The observational cross-sectional study showed that in the suspected osteoporosis group, there was a higher proportion of males, older patients, and higher rates of alcohol consumption and smokers than in the control group. Besides, the metabolic indicators, including values of BMI, waist circumference, FBG, HbA1c, blood pressure, LDL-C, and Hcy in that group, were significantly higher than those in the control group. These findings suggest that osteoporosis may involve the abnormality of multiple metabolic indicators, and these factors may also be risk factors for osteoporosis. The proportion of suspected osteoporosis in the MS group was significantly increased compared with that in the 0 MS criteria group.
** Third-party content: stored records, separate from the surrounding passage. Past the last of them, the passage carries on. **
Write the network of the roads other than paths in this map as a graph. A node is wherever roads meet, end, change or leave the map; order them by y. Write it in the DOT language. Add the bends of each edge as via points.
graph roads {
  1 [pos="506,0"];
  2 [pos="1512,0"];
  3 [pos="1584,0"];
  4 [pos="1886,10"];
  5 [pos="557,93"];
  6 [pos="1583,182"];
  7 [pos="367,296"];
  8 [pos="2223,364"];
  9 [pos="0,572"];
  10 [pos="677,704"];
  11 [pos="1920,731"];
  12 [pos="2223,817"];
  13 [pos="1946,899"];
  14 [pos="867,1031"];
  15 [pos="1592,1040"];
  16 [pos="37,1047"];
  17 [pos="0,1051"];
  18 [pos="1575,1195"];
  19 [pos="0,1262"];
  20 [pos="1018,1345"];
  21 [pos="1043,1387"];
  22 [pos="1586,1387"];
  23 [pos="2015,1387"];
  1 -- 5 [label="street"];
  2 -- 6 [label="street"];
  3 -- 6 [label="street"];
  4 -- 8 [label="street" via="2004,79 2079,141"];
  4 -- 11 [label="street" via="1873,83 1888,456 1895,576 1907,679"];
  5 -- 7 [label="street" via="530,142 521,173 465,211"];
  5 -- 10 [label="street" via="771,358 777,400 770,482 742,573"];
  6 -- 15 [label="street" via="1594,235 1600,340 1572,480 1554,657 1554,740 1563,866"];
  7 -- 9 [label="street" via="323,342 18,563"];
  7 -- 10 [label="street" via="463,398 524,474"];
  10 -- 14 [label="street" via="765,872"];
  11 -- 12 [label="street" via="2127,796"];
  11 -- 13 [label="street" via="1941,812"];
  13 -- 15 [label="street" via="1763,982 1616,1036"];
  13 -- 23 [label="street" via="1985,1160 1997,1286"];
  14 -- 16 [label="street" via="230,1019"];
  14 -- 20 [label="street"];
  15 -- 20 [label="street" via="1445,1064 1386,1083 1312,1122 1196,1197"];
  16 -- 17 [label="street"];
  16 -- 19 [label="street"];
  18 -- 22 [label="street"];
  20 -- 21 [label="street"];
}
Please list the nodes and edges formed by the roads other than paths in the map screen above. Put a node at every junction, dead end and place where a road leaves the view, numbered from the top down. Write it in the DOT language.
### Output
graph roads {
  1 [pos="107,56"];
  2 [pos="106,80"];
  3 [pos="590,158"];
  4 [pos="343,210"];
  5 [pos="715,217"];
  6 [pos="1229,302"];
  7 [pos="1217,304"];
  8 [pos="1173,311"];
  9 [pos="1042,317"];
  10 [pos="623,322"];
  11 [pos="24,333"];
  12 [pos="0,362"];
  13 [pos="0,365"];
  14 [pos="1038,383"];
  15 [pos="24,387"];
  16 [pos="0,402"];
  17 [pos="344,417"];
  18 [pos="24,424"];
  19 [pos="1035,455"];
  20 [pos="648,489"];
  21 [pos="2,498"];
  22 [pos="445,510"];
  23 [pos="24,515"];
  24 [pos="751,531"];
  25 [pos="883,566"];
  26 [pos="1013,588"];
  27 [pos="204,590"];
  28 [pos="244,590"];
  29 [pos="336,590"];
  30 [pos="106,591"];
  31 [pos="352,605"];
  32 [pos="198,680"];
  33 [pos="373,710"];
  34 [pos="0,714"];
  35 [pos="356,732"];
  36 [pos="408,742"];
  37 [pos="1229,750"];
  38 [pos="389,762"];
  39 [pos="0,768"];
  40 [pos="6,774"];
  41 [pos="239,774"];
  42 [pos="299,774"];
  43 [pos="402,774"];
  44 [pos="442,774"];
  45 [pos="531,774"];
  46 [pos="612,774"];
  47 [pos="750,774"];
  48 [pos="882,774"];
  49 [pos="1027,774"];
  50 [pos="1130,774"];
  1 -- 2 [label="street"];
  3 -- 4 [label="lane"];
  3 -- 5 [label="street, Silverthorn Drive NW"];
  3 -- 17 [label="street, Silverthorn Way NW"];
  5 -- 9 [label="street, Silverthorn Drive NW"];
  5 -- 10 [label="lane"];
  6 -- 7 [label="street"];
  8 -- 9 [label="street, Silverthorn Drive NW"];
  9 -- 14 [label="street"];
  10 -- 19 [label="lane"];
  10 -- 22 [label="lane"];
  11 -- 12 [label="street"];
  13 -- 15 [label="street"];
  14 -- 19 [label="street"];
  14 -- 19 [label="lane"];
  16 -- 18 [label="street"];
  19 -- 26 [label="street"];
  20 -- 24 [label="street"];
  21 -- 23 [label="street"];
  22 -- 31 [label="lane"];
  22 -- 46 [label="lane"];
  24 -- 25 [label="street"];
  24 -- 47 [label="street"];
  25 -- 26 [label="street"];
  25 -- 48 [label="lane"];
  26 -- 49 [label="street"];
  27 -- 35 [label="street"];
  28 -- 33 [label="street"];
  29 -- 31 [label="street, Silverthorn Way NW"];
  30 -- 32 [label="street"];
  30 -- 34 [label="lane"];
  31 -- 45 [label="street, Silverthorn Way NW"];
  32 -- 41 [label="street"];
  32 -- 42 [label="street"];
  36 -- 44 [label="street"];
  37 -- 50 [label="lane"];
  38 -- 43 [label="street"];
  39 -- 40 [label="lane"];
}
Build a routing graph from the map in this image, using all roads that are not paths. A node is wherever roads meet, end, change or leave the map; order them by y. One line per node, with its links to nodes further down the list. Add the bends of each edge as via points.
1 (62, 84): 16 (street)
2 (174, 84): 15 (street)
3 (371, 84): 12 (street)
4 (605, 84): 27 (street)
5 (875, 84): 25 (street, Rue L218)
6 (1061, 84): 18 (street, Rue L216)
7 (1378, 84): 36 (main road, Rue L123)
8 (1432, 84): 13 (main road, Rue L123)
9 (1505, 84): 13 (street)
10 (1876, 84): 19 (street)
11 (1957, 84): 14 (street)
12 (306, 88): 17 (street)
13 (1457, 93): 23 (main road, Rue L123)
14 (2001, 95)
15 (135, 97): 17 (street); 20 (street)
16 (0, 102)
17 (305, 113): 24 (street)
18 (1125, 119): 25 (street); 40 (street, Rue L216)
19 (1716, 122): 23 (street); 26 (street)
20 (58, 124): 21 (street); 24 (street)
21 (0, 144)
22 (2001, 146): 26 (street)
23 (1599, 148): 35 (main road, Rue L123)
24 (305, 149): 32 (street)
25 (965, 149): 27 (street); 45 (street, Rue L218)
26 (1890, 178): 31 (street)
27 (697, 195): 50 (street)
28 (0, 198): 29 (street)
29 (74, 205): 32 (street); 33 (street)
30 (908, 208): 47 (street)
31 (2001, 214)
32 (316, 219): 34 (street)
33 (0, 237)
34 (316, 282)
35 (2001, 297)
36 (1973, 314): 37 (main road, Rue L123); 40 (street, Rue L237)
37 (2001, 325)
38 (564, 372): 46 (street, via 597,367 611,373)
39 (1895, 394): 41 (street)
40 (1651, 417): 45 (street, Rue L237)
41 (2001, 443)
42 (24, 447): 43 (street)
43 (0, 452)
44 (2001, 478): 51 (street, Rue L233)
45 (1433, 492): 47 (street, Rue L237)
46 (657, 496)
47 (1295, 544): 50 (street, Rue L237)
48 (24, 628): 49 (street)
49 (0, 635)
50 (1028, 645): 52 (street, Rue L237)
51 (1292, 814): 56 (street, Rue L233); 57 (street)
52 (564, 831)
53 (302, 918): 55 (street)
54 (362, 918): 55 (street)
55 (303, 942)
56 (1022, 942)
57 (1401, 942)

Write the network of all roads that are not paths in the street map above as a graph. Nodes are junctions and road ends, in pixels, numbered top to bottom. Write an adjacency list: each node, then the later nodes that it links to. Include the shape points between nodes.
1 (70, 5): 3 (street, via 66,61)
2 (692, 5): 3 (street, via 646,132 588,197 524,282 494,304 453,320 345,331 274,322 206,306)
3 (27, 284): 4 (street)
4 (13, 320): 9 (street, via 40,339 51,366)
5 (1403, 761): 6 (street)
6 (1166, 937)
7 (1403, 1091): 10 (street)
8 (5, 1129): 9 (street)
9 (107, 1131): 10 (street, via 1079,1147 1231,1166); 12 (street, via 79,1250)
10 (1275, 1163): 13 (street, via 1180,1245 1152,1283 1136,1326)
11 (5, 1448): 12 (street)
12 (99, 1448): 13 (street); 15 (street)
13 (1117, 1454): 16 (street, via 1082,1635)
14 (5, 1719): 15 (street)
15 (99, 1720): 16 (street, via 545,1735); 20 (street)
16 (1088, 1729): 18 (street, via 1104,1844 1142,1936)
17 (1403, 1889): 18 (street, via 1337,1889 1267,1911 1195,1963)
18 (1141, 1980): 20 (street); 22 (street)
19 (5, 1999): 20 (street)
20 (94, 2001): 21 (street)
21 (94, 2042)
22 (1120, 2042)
Even after adjusting for age, sex, smoking, and alcohol consumption, the ORs of the 2 MS criteria group and MS group remained > 1. These results not only indicate an association between MS and suspected osteoporosis but also show a more significant correlation as the number of MS diagnostic criteria increases.
Previous studies have demonstrated that aging is an independent risk factor for osteoporosis. However, according to the results of the present study, as the follow-up time increased, the proportion of suspected osteoporosis did not show a gradual increase in each MS group. This suggests that in the follow-up cohort of individuals with an average age of 45.34 ± 10.47 years, aging alone had little effect on suspected osteoporosis within our follow-up time range. However, during the successive follow-ups, the proportion of suspected osteoporosis showed a gradual increase among the MS groups. This indicates that the effect of risk factors related to MS on the occurrence of suspected osteoporosis outweighs the effect of aging alone.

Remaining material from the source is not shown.